Current work: fiction
Listening to: Alison Moyet
Reading: Nicola Cornick, Unmasked (this one’s a real treat)
Mills and Boon have set up a social website (aka the UK version of the eHarlequin boards). It’s here if you want to go and check it out. The site launched yesterday afternoon, and I’m so looking forward to it – I enjoy going to the eHarl boards (even though I don’t go there as often as I’d like – dear lovely ed, I am not playing on the internet: I am working, honest) and I’ve made some really good real-life friends as well as cyber-friends there. I’m hoping to do the same here.
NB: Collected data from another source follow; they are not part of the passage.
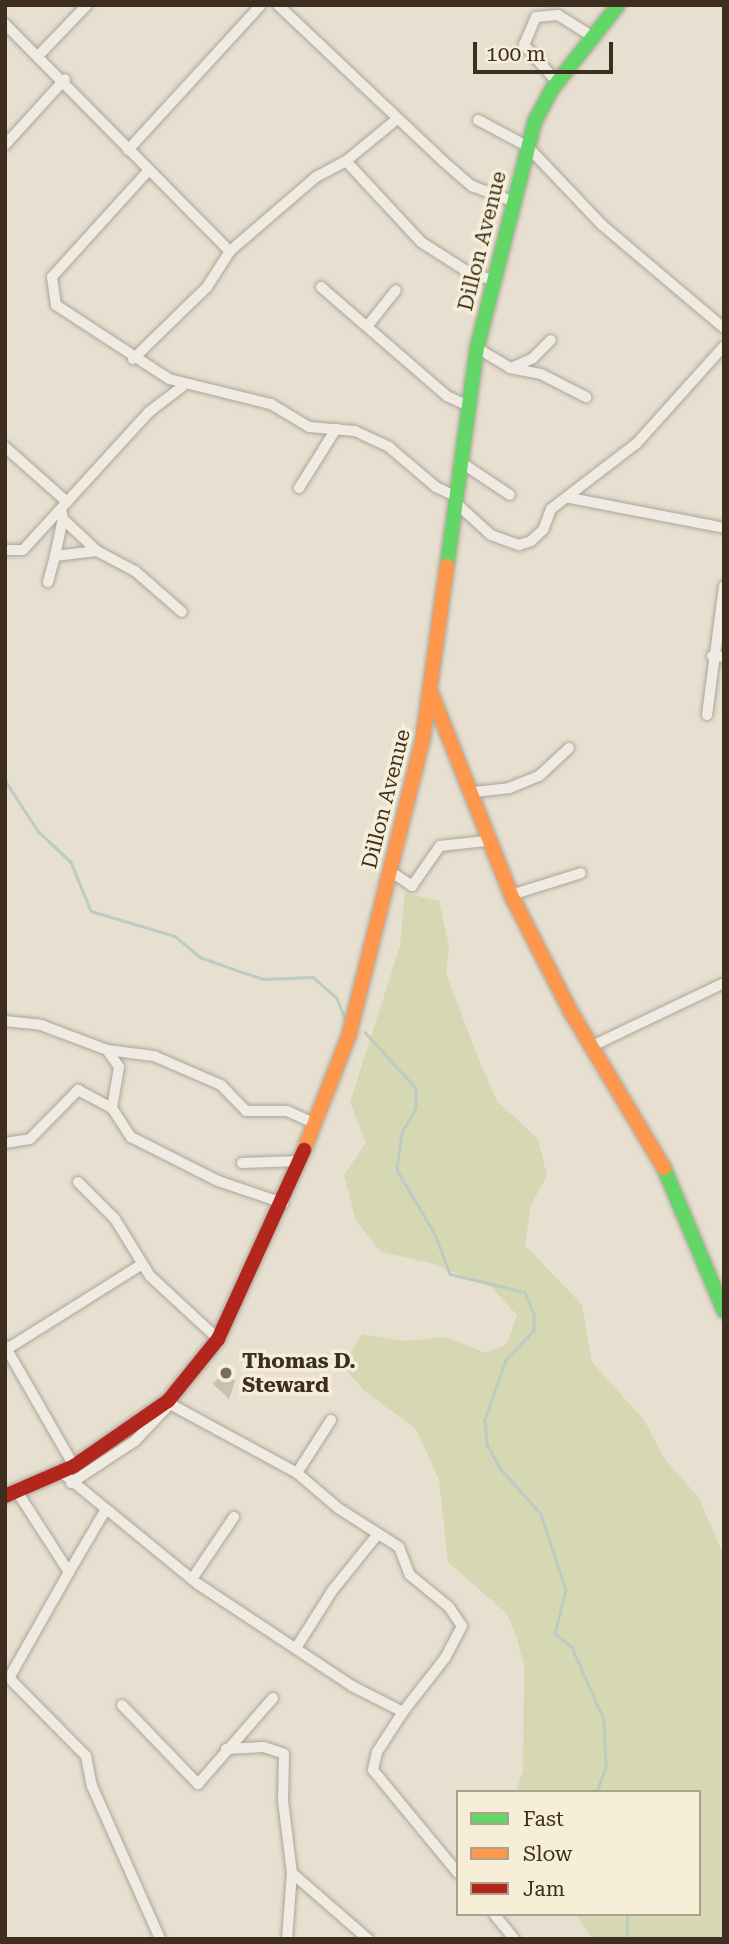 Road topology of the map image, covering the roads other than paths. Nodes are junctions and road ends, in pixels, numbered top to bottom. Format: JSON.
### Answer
{"nodes":[{"id":1,"x":87,"y":5,"type":"edge"},
{"id":2,"x":261,"y":5,"type":"edge"},
{"id":3,"x":278,"y":5,"type":"edge"},
{"id":4,"x":618,"y":5,"type":"edge"},
{"id":5,"x":5,"y":24,"type":"edge"},
{"id":6,"x":591,"y":36,"type":"junction"},
{"id":7,"x":39,"y":55,"type":"junction"},
{"id":8,"x":65,"y":79,"type":"junction"},
{"id":9,"x":557,"y":82,"type":"junction"},
{"id":10,"x":397,"y":119,"type":"junction"},
{"id":11,"x":478,"y":120,"type":"dead end"},
{"id":12,"x":5,"y":145,"type":"edge"},
{"id":13,"x":527,"y":146,"type":"junction"},
{"id":14,"x":128,"y":150,"type":"junction"},
{"id":15,"x":346,"y":161,"type":"junction"},
{"id":16,"x":149,"y":170,"type":"junction"},
{"id":17,"x":512,"y":201,"type":"junction"},
{"id":18,"x":230,"y":251,"type":"junction"},
{"id":19,"x":493,"y":280,"type":"junction"},
{"id":20,"x":321,"y":287,"type":"dead end"},
{"id":21,"x":396,"y":290,"type":"dead end"},
{"id":22,"x":369,"y":324,"type":"junction"},
{"id":23,"x":724,"y":328,"type":"edge"},
{"id":24,"x":551,"y":340,"type":"dead end"},
{"id":25,"x":724,"y":346,"type":"edge"},
{"id":26,"x":477,"y":348,"type":"junction"},
{"id":27,"x":134,"y":359,"type":"junction"},
{"id":28,"x":510,"y":368,"type":"junction"},
{"id":29,"x":183,"y":386,"type":"junction"},
{"id":30,"x":586,"y":397,"type":"dead end"},
{"id":31,"x":468,"y":406,"type":"junction"},
{"id":32,"x":336,"y":429,"type":"junction"},
{"id":33,"x":5,"y":447,"type":"edge"},
{"id":34,"x":459,"y":461,"type":"junction"},
{"id":35,"x":299,"y":488,"type":"dead end"},
{"id":36,"x":510,"y":495,"type":"dead end"},
{"id":37,"x":570,"y":499,"type":"junction"},
{"id":38,"x":456,"y":500,"type":"junction"},
{"id":39,"x":64,"y":510,"type":"junction"},
{"id":40,"x":724,"y":528,"type":"edge"},
{"id":41,"x":5,"y":551,"type":"edge"},
{"id":42,"x":97,"y":551,"type":"junction"},
{"id":43,"x":55,"y":556,"type":"junction"},
{"id":44,"x":48,"y":582,"type":"dead end"},
{"id":45,"x":724,"y":586,"type":"edge"},
{"id":46,"x":182,"y":612,"type":"dead end"},
{"id":47,"x":712,"y":656,"type":"junction"},
{"id":48,"x":724,"y":657,"type":"edge"},
{"id":49,"x":432,"y":695,"type":"junction"},
{"id":50,"x":707,"y":715,"type":"dead end"},
{"id":51,"x":569,"y":748,"type":"dead end"},
{"id":52,"x":473,"y":792,"type":"junction"},
{"id":53,"x":486,"y":841,"type":"junction"},
{"id":54,"x":390,"y":871,"type":"junction"},
{"id":55,"x":581,"y":873,"type":"dead end"},
{"id":56,"x":511,"y":895,"type":"junction"},
{"id":57,"x":724,"y":983,"type":"edge"},
{"id":58,"x":5,"y":1021,"type":"edge"},
{"id":59,"x":592,"y":1046,"type":"junction"},
{"id":60,"x":107,"y":1049,"type":"junction"},
{"id":61,"x":113,"y":1108,"type":"junction"},
{"id":62,"x":312,"y":1122,"type":"junction"},
{"id":63,"x":5,"y":1143,"type":"edge"},
{"id":64,"x":299,"y":1161,"type":"junction"},
{"id":65,"x":242,"y":1163,"type":"dead end"},
{"id":66,"x":78,"y":1182,"type":"dead end"},
{"id":67,"x":283,"y":1203,"type":"junction"},
{"id":68,"x":141,"y":1265,"type":"junction"},
{"id":69,"x":724,"y":1311,"type":"edge"},
{"id":70,"x":218,"y":1339,"type":"junction"},
{"id":71,"x":6,"y":1348,"type":"edge"},
{"id":72,"x":331,"y":1420,"type":"dead end"},
{"id":73,"x":69,"y":1473,"type":"junction"},
{"id":74,"x":297,"y":1473,"type":"junction"},
{"id":75,"x":12,"y":1494,"type":"edge"},
{"id":76,"x":105,"y":1511,"type":"junction"},
{"id":77,"x":234,"y":1517,"type":"dead end"},
{"id":78,"x":378,"y":1534,"type":"junction"},
{"id":79,"x":69,"y":1572,"type":"junction"},
{"id":80,"x":192,"y":1579,"type":"junction"},
{"id":81,"x":296,"y":1648,"type":"junction"},
{"id":82,"x":273,"y":1698,"type":"dead end"},
{"id":83,"x":122,"y":1705,"type":"dead end"},
{"id":84,"x":403,"y":1712,"type":"junction"},
{"id":85,"x":226,"y":1749,"type":"junction"},
{"id":86,"x":456,"y":1871,"type":"edge"},
{"id":87,"x":292,"y":1873,"type":"junction"},
{"id":88,"x":497,"y":1916,"type":"edge"},
{"id":89,"x":160,"y":1939,"type":"edge"},
{"id":90,"x":287,"y":1939,"type":"edge"},
{"id":91,"x":368,"y":1939,"type":"edge"},
{"id":92,"x":514,"y":1939,"type":"edge"}],
"edges":[{"from":1,"to":7,"type":"street"},
{"from":2,"to":14,"type":"street"},
{"from":3,"to":10,"type":"street"},
{"from":4,"to":6,"type":"street","name":"Dillon Avenue"},
{"from":5,"to":7,"type":"street"},
{"from":6,"to":9,"type":"street","name":"Dillon Avenue"},
{"from":6,"to":9,"type":"street"},
{"from":7,"to":8,"type":"street"},
{"from":8,"to":12,"type":"street"},
{"from":8,"to":14,"type":"street"},
{"from":9,"to":13,"type":"street","name":"Dillon Avenue"},
{"from":10,"to":15,"type":"street"},
{"from":10,"to":17,"type":"street"},
{"from":11,"to":13,"type":"street"},
{"from":13,"to":17,"type":"street","name":"Dillon Avenue"},
{"from":13,"to":23,"type":"street"},
{"from":14,"to":16,"type":"street"},
{"from":15,"to":18,"type":"street"},
{"from":15,"to":19,"type":"street"},
{"from":16,"to":18,"type":"street"},
{"from":16,"to":27,"type":"street"},
{"from":17,"to":19,"type":"street","name":"Dillon Avenue"},
{"from":18,"to":27,"type":"street"},
{"from":19,"to":26,"type":"street","name":"Dillon Avenue"},
{"from":20,"to":22,"type":"street"},
{"from":21,"to":22,"type":"street"},
{"from":22,"to":31,"type":"street"},
{"from":24,"to":28,"type":"street"},
{"from":25,"to":37,"type":"street"},
{"from":26,"to":28,"type":"street"},
{"from":26,"to":31,"type":"street","name":"Dillon Avenue"},
{"from":27,"to":29,"type":"street"},
{"from":28,"to":30,"type":"street"},
{"from":29,"to":32,"type":"street"},
{"from":29,"to":39,"type":"street"},
{"from":31,"to":34,"type":"street","name":"Dillon Avenue"},
{"from":32,"to":35,"type":"street"},
{"from":32,"to":38,"type":"street"},
{"from":33,"to":39,"type":"street"},
{"from":34,"to":36,"type":"street"},
{"from":34,"to":38,"type":"street","name":"Dillon Avenue"},
{"from":37,"to":38,"type":"street"},
{"from":37,"to":40,"type":"street"},
{"from":38,"to":49,"type":"street","name":"Dillon Avenue"},
{"from":39,"to":41,"type":"street"},
{"from":39,"to":42,"type":"street"},
{"from":39,"to":43,"type":"street"},
{"from":42,"to":43,"type":"street"},
{"from":42,"to":46,"type":"street"},
{"from":43,"to":44,"type":"street"},
{"from":45,"to":47,"type":"street"},
{"from":47,"to":48,"type":"street"},
{"from":47,"to":50,"type":"street"},
{"from":49,"to":52,"type":"street"},
{"from":49,"to":54,"type":"street","name":"Dillon Avenue"},
{"from":51,"to":52,"type":"street"},
{"from":52,"to":53,"type":"street"},
{"from":53,"to":54,"type":"street"},
{"from":53,"to":56,"type":"street"},
{"from":54,"to":62,"type":"street","name":"Dillon Avenue"},
{"from":55,"to":56,"type":"street"},
{"from":56,"to":59,"type":"street"},
{"from":57,"to":59,"type":"street"},
{"from":58,"to":60,"type":"street"},
{"from":59,"to":69,"type":"street"},
{"from":60,"to":61,"type":"street"},
{"from":60,"to":62,"type":"street"},
{"from":61,"to":63,"type":"street"},
{"from":61,"to":67,"type":"street"},
{"from":62,"to":64,"type":"street","name":"Dillon Avenue"},
{"from":64,"to":65,"type":"street"},
{"from":64,"to":67,"type":"street","name":"Dillon Avenue"},
{"from":66,"to":68,"type":"street"},
{"from":67,"to":70,"type":"street","name":"Dillon Avenue"},
{"from":68,"to":70,"type":"street"},
{"from":68,"to":71,"type":"street"},
{"from":70,"to":73,"type":"street","name":"Dillon Avenue"},
{"from":71,"to":73,"type":"street"},
{"from":72,"to":74,"type":"street"},
{"from":73,"to":74,"type":"street"},
{"from":73,"to":75,"type":"street","name":"Dillon Avenue"},
{"from":73,"to":76,"type":"street"},
{"from":74,"to":78,"type":"street"},
{"from":75,"to":79,"type":"street"},
{"from":76,"to":79,"type":"street"},
{"from":76,"to":80,"type":"street"},
{"from":77,"to":80,"type":"street"},
{"from":78,"to":81,"type":"street"},
{"from":78,"to":84,"type":"street"},
{"from":79,"to":89,"type":"street"},
{"from":80,"to":81,"type":"street"},
{"from":81,"to":84,"type":"street"},
{"from":82,"to":85,"type":"street"},
{"from":83,"to":85,"type":"street"},
{"from":84,"to":86,"type":"street"},
{"from":85,"to":87,"type":"street"},
{"from":87,"to":90,"type":"street"},
{"from":87,"to":91,"type":"street"},
{"from":88,"to":92,"type":"street"}]}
Website: thanks, everyone, who took the trouble to answer my website dilemma yesterday. I’m working on a revamped books page which I’ll put up at the end of the month – after my deadline! The plan is to show thumbnail covers, plus clickable links in a list (newest title first – and linked books have been separated out from the standalone ones) with dates. I’m also planning to do three booklists rather than the single one I have at the moment – i.e. one for the UK, one for the US and one for Aus/NZ. (Do I need a fourth, for ebooks?) I'll split the ‘coming soon’ section into three, so it’s tidier and you don’t have to look through a whole column to find out when my books are coming out in your country. So hopefully it will make life easier for readers…
As for the clone: I’ve wanted a clone for ages, and now it seems I might have one… with a twist or two.
We spent yesterday playing board games. Madam beat me at Scrabble (though currently we play so that we can see each other’s letters; I’ll swap letters with her if she can see a good word but doesn’t have what she needs, and we try to open up the board rather than have a tedious defensive game – but we’re at the stage now where she can see the word on her own instead of needing hints from me). And then she suggested something that surprised me. ‘We could play in French. Look, I’ve got tête.’ Ye-e-es… and the circumflex? ‘That’s OK. We’ll just pretend it’s there. But I’ll tell you how it’s spelled properly. You could do German or Italian if you like.’ Honey, apart from numbers, you don’t know any German or Italian. ‘That’s OK. You can teach me.’
Uh. She’s EIGHT.
Mind you, at eight years old, if I’d had an adult at home who could speak another language then I too would’ve suggested playing in French. She announced to her teacher last week that she’s going to be a writer when she grows up (she’s done that with every teacher since she turned six – just like her mother); she’s writing scifi stuff (which I did at her age); and she makes me buy her lots of notebooks (hmm… I used to be very fond of those Challenge books with the carbon paper in the middle). She also has three reading books on the go – one by her bed, one in the car and one in her schoolbag. (I have one by my bed, one in the kitchen and a couple in my office.) And school has given up making her do the reading scheme and is letting her read whatever she likes because she moaned about being bored and got her mother to write a note… (This is getting very spooky. Snap.)
And she ran a stall at her school’s fundraiser last week. (OK, so I don’t do it right now – due to the difficult stuff in my life, I don’t have time to breathe, let alone anything else – but I’ve done fundraising since my student days.)
The big difference between us is that she’s inherited the style gene that bypassed me.
I have a feeling that my mini-me could really take over the world.
Plan for today: it’s going to pour all day, so we’re off to the cinema to see ‘Bolt’.
3 comments:
LOL. The Mini-You is already AWESOME! You must be so proud.
Hope you have a lovely day and trip to the cinema.:-)
Bolt is a fab film, my girls loved it - the hamster is just the best. Have fun!
And who wouldn't want to be a mini-you, pray?